35-8-109. Effect of operating agreement -- nonwaivable provisions. (1) Except as provided in subsection (2), all members of a limited liability company may enter into an operating agreement, which need not be in writing, to regulate the affairs of the company and the conduct of its business and to govern relations among the members, managers, and company.

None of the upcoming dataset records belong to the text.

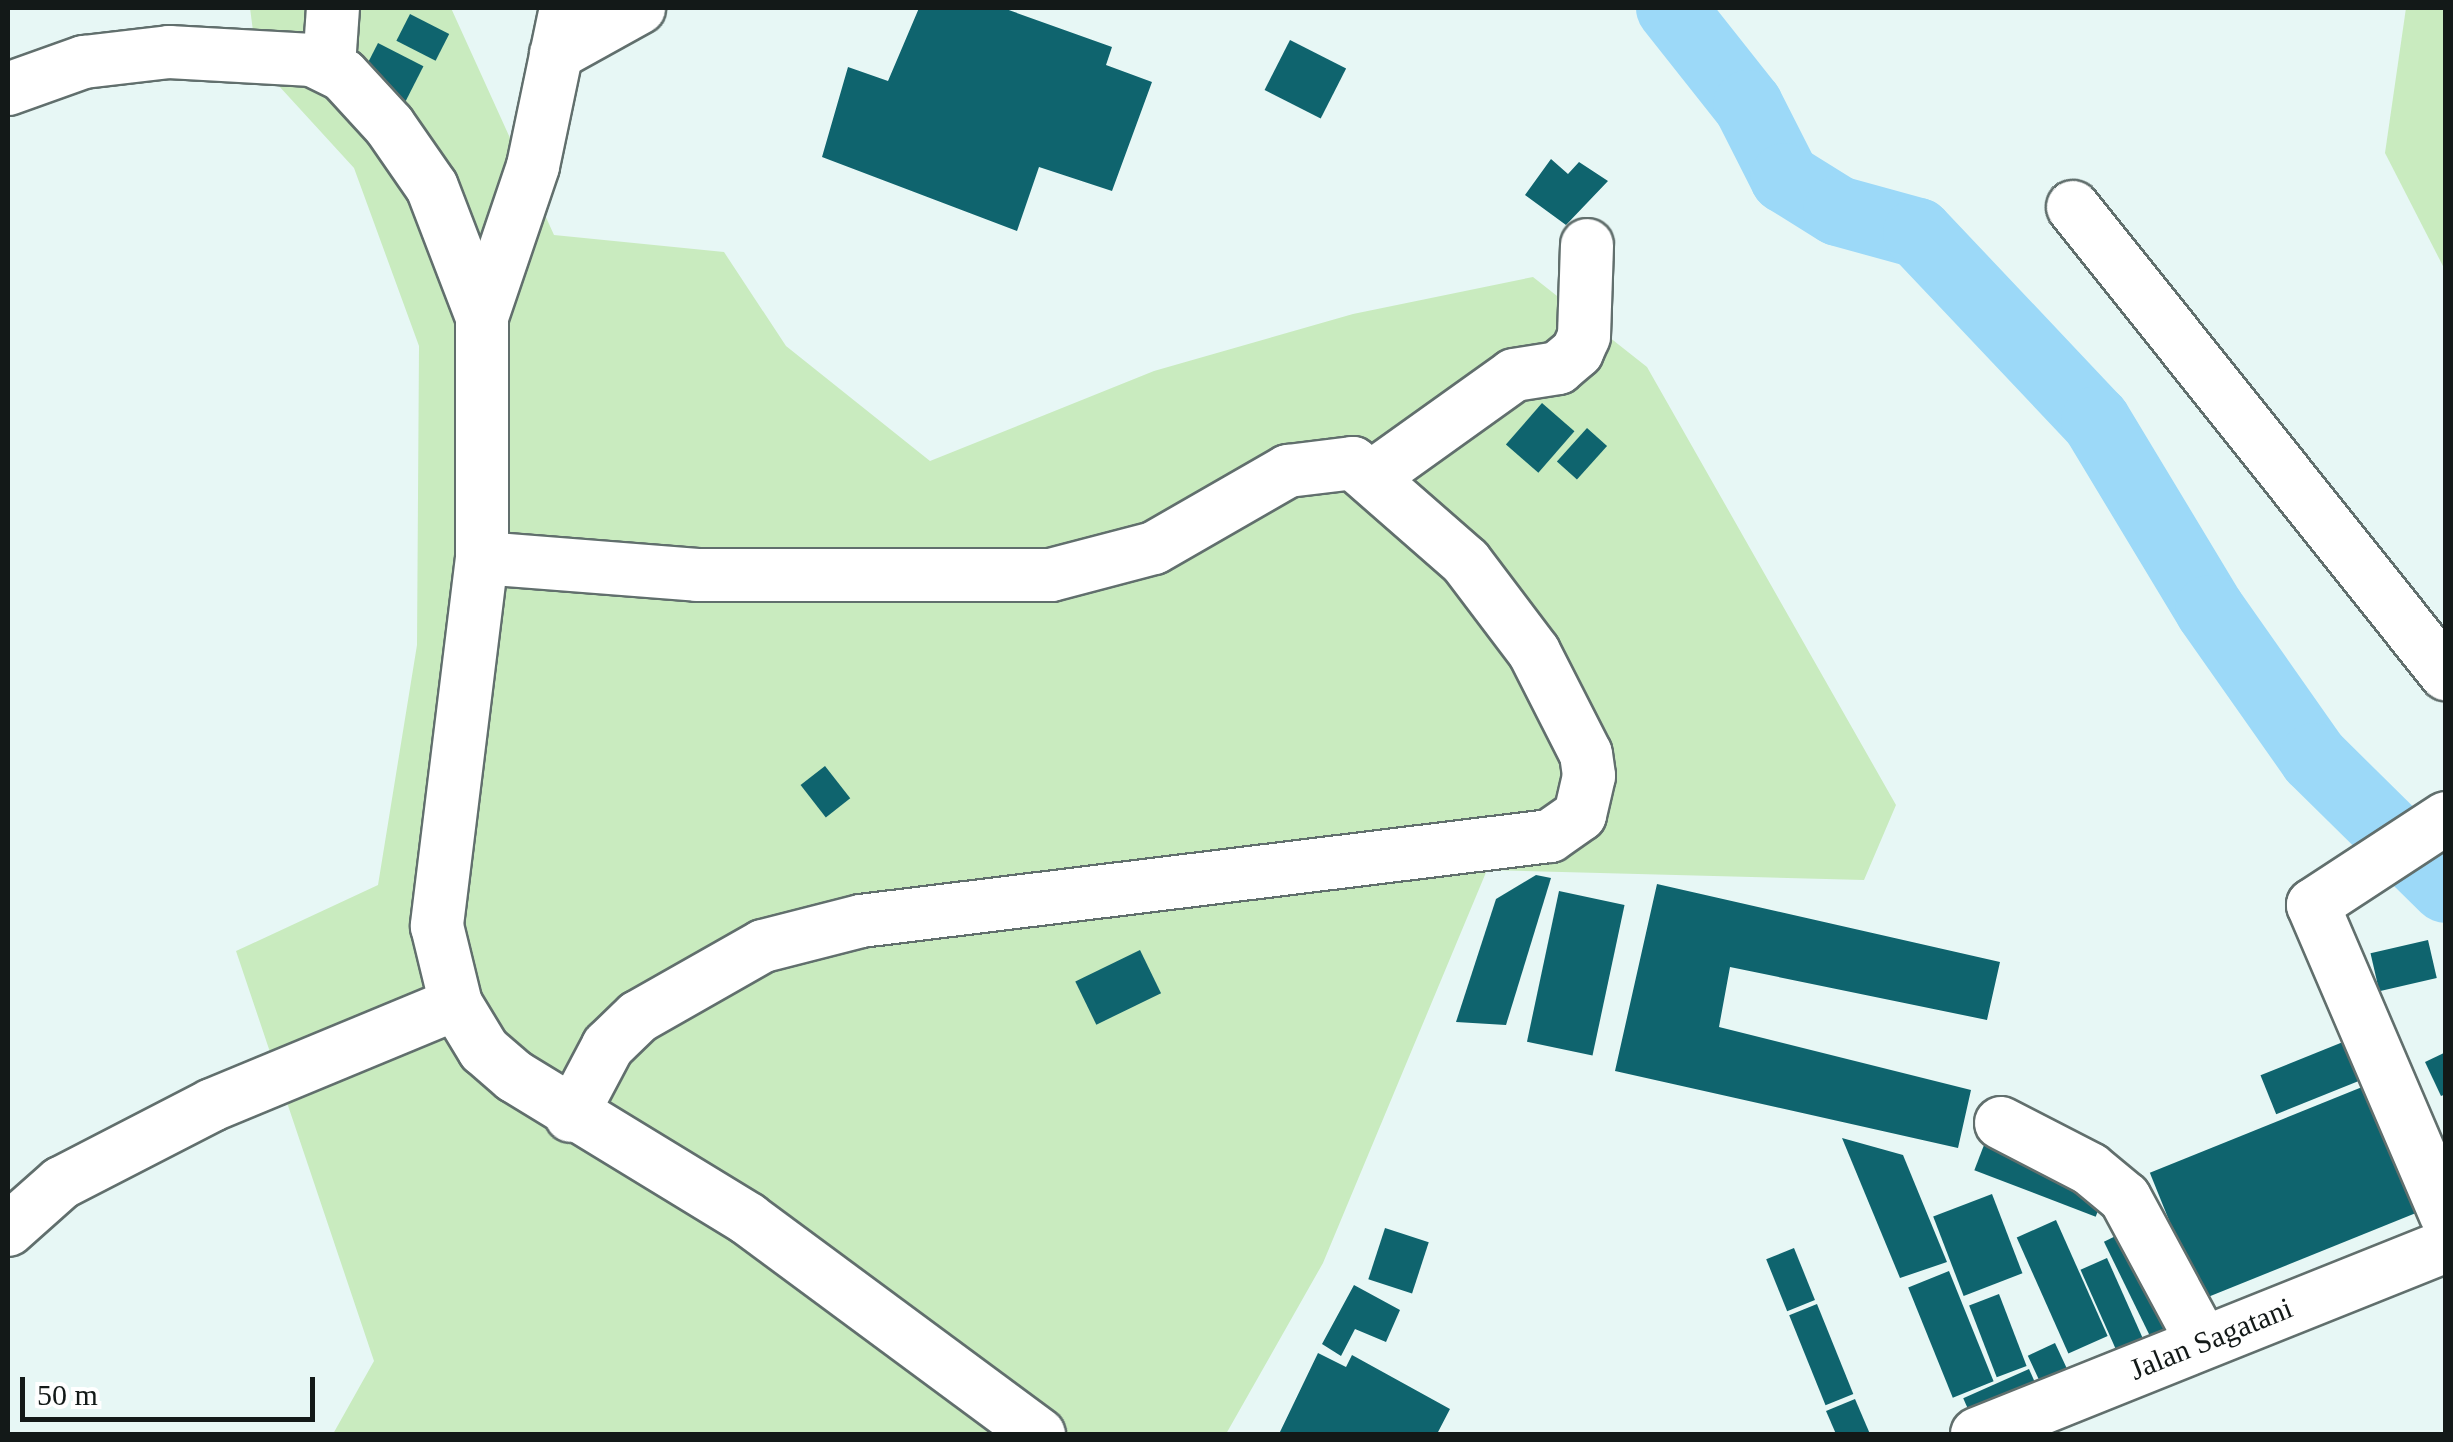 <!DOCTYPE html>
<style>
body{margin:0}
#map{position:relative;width:2453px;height:1442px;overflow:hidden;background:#e7f7f5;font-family:Georgia,serif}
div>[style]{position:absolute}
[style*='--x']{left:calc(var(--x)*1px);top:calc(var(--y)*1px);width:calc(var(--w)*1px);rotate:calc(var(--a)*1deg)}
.green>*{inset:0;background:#c9ebbf}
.river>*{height:70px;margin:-35px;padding:0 35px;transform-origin:35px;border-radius:35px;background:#9cd9f8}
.building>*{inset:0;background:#0f646e;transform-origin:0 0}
.roads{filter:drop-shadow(2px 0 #616f6d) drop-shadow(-2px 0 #616f6d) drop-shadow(0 2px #616f6d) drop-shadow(0 -2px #616f6d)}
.minor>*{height:52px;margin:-26px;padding:0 26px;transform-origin:26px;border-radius:26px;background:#fff}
span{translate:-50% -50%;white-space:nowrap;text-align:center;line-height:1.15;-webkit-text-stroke:10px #fff;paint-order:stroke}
.street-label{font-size:30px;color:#131918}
.frame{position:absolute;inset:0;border:10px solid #131918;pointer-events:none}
.scale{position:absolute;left:20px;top:1377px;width:295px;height:45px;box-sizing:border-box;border:5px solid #131918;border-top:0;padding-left:12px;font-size:30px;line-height:35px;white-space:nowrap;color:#131918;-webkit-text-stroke:8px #fff;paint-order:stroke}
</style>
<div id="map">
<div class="green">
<div style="clip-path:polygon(250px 8px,451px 8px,554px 235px,724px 252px,786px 346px,930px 461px,1154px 371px,1353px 314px,1533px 277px,1647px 367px,1896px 805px,1864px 880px,1487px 870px,1323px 1263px,1226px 1434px,333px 1434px,374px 1361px,236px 951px,378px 885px,417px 645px,419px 346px,354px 168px,257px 62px)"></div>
<div style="clip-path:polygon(2406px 8px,2445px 8px,2445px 270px,2385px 153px)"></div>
</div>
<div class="river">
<div style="--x:1671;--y:8;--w:124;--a:51.6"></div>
<div style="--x:1748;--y:105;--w:82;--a:63.1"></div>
<div style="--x:1785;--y:178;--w:62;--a:31.9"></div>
<div style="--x:1838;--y:211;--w:83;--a:15.4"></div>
<div style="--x:1918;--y:233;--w:259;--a:46.6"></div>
<div style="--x:2096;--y:421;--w:221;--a:58.9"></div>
<div style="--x:2210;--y:610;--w:181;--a:54.9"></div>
<div style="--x:2314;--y:758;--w:185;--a:44.6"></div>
</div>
<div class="building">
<div style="clip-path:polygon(919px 8px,1003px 8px,1112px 47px,1106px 65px,1152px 82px,1112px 191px,1039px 167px,1017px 231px,822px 157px,848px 67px,888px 81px)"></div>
<div style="left:410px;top:14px;width:44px;height:30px;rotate:27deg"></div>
<div style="left:1290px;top:40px;width:63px;height:56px;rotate:27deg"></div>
<div style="left:378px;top:43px;width:51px;height:39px;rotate:27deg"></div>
<div style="clip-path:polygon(1551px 159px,1568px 174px,1579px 162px,1608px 181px,1566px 225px,1525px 195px)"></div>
<div style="left:1542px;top:403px;width:43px;height:55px;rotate:41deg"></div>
<div style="left:1587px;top:428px;width:27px;height:45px;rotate:42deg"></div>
<div style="left:825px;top:766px;width:41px;height:31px;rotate:52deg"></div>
<div style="clip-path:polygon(1536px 875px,1551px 878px,1506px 1025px,1456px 1022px,1496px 899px)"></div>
<div style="clip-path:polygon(1657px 884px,2000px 962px,1987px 1020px,1730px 967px,1719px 1027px,1971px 1090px,1958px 1148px,1615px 1071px)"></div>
<div style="left:1559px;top:891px;width:67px;height:154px;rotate:12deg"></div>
<div style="left:2428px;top:940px;width:39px;height:59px;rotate:77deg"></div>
<div style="left:1140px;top:950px;width:48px;height:72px;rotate:64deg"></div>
<div style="left:2343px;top:1042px;width:42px;height:89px;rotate:68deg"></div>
<div style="clip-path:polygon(2446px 1052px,2446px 1094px,2441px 1096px,2425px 1062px)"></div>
<div style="left:2377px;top:1081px;width:137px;height:245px;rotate:68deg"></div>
<div style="clip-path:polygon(1842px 1138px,1903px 1155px,1947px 1262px,1900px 1278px)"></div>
<div style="left:1984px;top:1145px;width:130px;height:27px;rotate:21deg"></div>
<div style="left:1992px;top:1194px;width:85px;height:63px;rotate:69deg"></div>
<div style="left:2056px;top:1220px;width:127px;height:43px;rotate:66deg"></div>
<div style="left:1385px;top:1228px;width:46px;height:54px;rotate:18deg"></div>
<div style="left:2130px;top:1229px;width:120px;height:29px;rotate:64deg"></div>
<div style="left:1794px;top:1248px;width:56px;height:30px;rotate:68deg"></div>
<div style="left:2107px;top:1258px;width:103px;height:29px;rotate:66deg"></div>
<div style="left:1949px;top:1271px;width:119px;height:44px;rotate:68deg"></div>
<div style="clip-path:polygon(1354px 1285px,1400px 1310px,1386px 1342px,1355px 1329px,1341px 1356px,1322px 1344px)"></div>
<div style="left:1999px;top:1294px;width:77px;height:32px;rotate:69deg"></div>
<div style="left:1817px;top:1304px;width:97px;height:30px;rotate:68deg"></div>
<div style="left:2055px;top:1343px;width:40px;height:30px;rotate:65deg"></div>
<div style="clip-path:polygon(1318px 1353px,1346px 1367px,1352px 1355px,1450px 1409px,1437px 1434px,1279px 1434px)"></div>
<div style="left:2029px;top:1369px;width:27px;height:72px;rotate:66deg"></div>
<div style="clip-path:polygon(1855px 1399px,1870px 1434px,1836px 1434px,1826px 1411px)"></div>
</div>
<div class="roads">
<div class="minor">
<div style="--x:556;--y:54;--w:95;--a:-29"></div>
<div style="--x:329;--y:65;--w:57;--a:-86"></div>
<div style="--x:8;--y:89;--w:81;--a:-19.6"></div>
<div style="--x:84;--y:62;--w:86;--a:-6.7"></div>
<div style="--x:169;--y:52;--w:143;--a:3.2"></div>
<div style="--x:312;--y:60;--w:34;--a:26"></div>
<div style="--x:343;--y:75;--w:68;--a:47.4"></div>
<div style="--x:389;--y:125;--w:75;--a:55.3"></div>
<div style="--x:432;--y:187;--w:139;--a:69"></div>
<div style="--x:482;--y:317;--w:241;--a:90"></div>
<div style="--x:482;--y:558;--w:371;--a:97"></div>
<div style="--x:437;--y:926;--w:80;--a:76.3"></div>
<div style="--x:456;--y:1004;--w:54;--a:58.7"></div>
<div style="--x:484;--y:1050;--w:40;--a:41"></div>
<div style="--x:514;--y:1076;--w:274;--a:31.4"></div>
<div style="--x:748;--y:1219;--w:362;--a:36.5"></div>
<div style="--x:2073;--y:207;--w:598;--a:51.39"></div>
<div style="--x:482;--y:317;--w:159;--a:-71.3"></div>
<div style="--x:533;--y:166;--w:161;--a:-78.2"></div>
<div style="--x:1373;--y:476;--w:173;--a:-35.6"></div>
<div style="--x:1514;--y:375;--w:45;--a:-9"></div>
<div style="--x:1558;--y:368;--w:25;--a:-40"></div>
<div style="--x:1577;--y:352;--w:17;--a:-66"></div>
<div style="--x:1584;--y:336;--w:91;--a:-88.1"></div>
<div style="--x:482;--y:558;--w:216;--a:4.5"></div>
<div style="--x:697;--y:575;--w:354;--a:0"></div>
<div style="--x:1051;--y:575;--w:106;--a:-14.7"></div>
<div style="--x:1154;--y:548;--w:155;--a:-29.9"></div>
<div style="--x:1288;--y:471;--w:65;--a:-7"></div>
<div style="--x:1353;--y:463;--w:150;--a:41.2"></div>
<div style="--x:1466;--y:562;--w:113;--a:52.9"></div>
<div style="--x:1534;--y:652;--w:114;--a:63"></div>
<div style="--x:1586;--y:754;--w:22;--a:82"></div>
<div style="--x:1589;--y:776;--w:40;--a:103"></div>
<div style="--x:1580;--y:815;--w:37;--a:145"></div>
<div style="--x:1550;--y:836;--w:694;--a:172.97"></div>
<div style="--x:861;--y:921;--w:101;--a:165.7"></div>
<div style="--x:763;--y:946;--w:144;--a:150.4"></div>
<div style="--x:638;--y:1017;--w:42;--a:136"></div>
<div style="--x:608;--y:1046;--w:79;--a:117.9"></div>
<div style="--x:2446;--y:818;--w:159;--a:146.8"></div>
<div style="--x:2313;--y:905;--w:337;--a:66.8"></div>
<div style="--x:2001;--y:1123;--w:100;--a:27.3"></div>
<div style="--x:2090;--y:1169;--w:45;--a:39.6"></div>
<div style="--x:2125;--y:1198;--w:162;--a:61.7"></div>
<div style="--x:8;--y:1230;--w:71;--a:-41.6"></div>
<div style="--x:61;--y:1183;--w:170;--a:-27.3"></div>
<div style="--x:212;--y:1105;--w:264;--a:-22.5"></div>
<div style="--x:1977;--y:1434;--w:505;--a:-21.84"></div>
</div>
</div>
<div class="street-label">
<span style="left:2211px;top:1339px;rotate:-22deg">Jalan Sagatani</span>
</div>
<div class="frame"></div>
<div class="scale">50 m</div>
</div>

To the extent that the operating agreement does not otherwise provide, this chapter governs relations among the members, managers, and company.
(2) An operating agreement need not be in writing except as otherwise provided in this chapter to:
(a) vary the recordkeeping requirements under 35-8-405;
(b) vary the rights of members to share in distributions under 35-8-601 or 35-8-903; or
(c) vary the process for admission of members under 35-8-707.
(3) The operating agreement may not:
(a) unreasonably restrict a right to information or access to records under 35-8-405;
(b) eliminate the duty of loyalty under 35-8-310, but the agreement may:
(i) identify specific types or categories of activities that do not violate the duty of loyalty, if not manifestly unreasonable; and
(ii) specify the number or percentage of members or disinterested managers that may authorize or ratify, after full disclosure of all material facts, a specific act or transaction that otherwise would violate the duty of loyalty;
(c) unreasonably reduce the duty of care under 35-8-310;
(d) eliminate the obligation of good faith and fair dealing under 35-8-310, but the operating agreement may determine the standards by which the performance of the obligation is to be measured, if the standards are not manifestly unreasonable;
(e) vary the right to expel a member upon the occurrence of an event specified in 35-8-803;
(f) vary the requirement to wind up the limited liability company's business in a case specified in 35-8-901(1)(c) or 35-8-902; or
(g) restrict the rights of a person under this chapter, other than a manager, member, or transferee of a member's distributional interest.